Conservation Implications

The geographic distribution of Western Amazonian peatlands along major floodplains renders them particularly vulnerable. In Madre de Dios, Peru, illegal gold mining in the floodplains has exploded in the last 10 years as gold prices steadily rise and increased machination intensifies the destructive potential of small-scale mining operations. On the ground we found that 40% of visited peatlands were currently being mined or showed signs of recent mining activity. Dredging can directly destroy peatlands or indirectly degrade them through increased sedimentation from tailings, alteration of hydrologic regime, or localized lowering of the water table. Additionally, the humic-rich waters of organic-rich substrates facilitate mercury methylation (Forsberg et al. 1995; Silva-Forsberg et al. 1999; Jardim et al. 2010), raising urgent conservation questions regarding bioaccumulation of mercury in animals (and humans) with trophic connections to M. flexuosa wetlands. At the same time increased deforestation in the uplands threatens to alter the hydrological gradient that sustains peatlands. Indeed, peatlands form a fragile hydrological link between the elevated uplands and the river. Alterations in the water balance due to habitat alteration in the uplands influencing water inflows or destructive human activities in the floodplains that can modify outflows (for example if miners breach key topographical features that impede flow) are serious local threats.

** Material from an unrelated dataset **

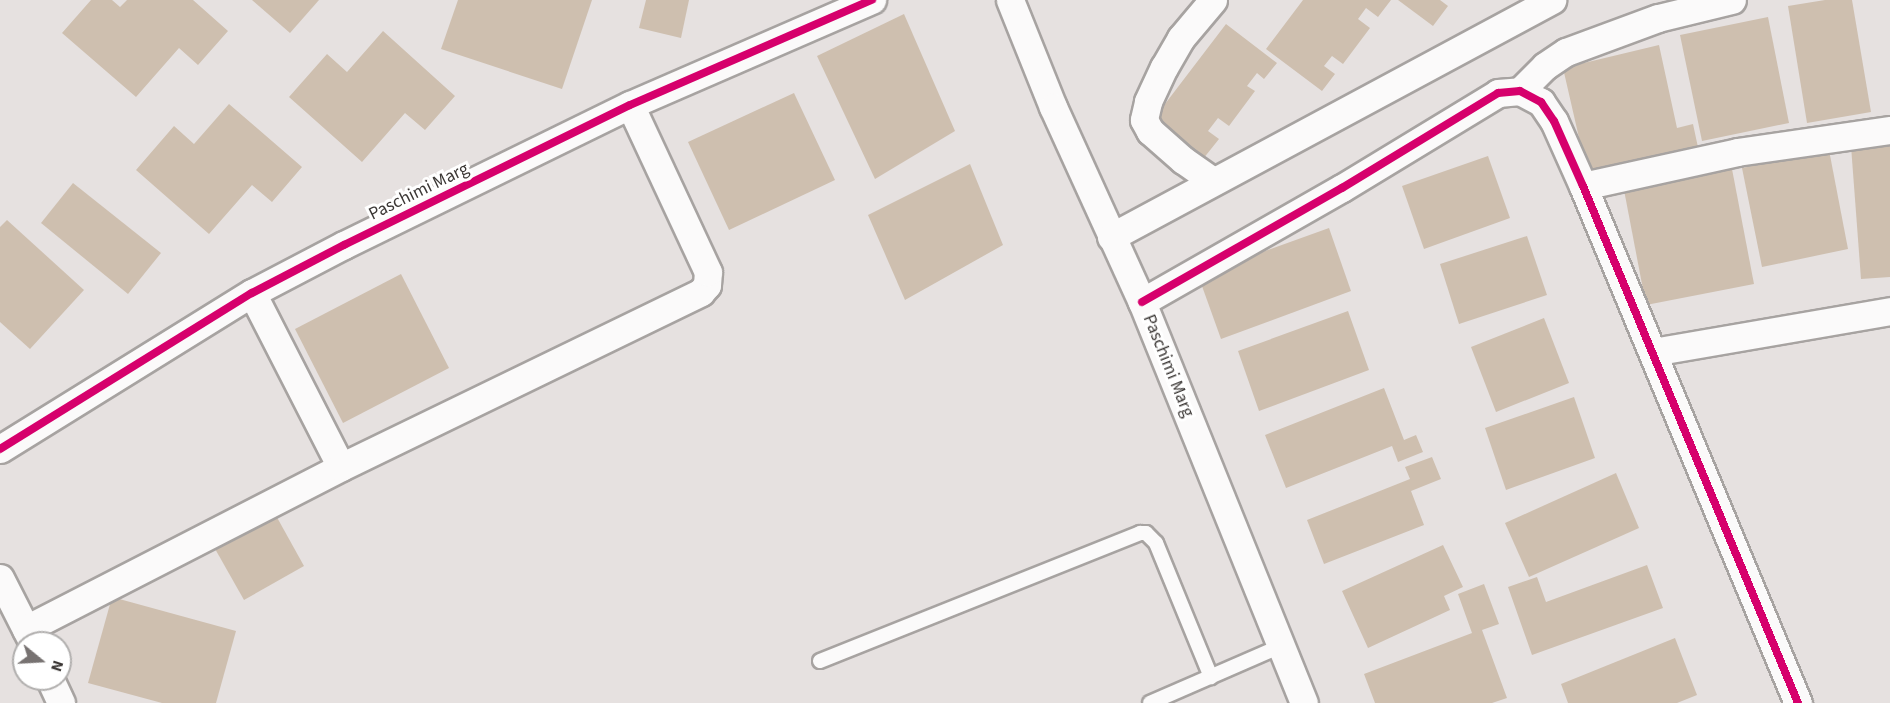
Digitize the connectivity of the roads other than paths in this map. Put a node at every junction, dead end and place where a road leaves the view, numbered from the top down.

Large-scale climate change across the Amazon basin may represent the single most pernicious threat to the long-term survival of Amazonian peatland communities as we know them. Predicted alterations in Amazonian precipitation patterns (Harris et al. 2008) may have region-wide repercussions on these and other non-fluvial wetlands. Within the coming decades we may witness drastic changes and perhaps widespread loss of these and similar non-fluvial wetland ecosystems across the Amazon basin. Therefore, there is an urgent need to build a baseline of data about the distribution and biological diversity of these Amazonian wetland ecosystems so that we are better equipped to manage and mitigate as threats grow. Conservation efforts focused on these wetlands dominated by Mauritia flexuosa have not kept pace with the growing threats and are often ignored by conservation planners, probably because these wetlands are simply “off the map”. Lack of protective legislation is partly a reflection of the scarcity of information that is available to lawmakers. Ideally some or all of the peat wetlands included in this study should be recognized by the Ramsar convention active in Peru. Management of this vital resource will only be effective once the interconnections between overall ecosystem integrity and the provision of goods and services to human beings are clearly recognized.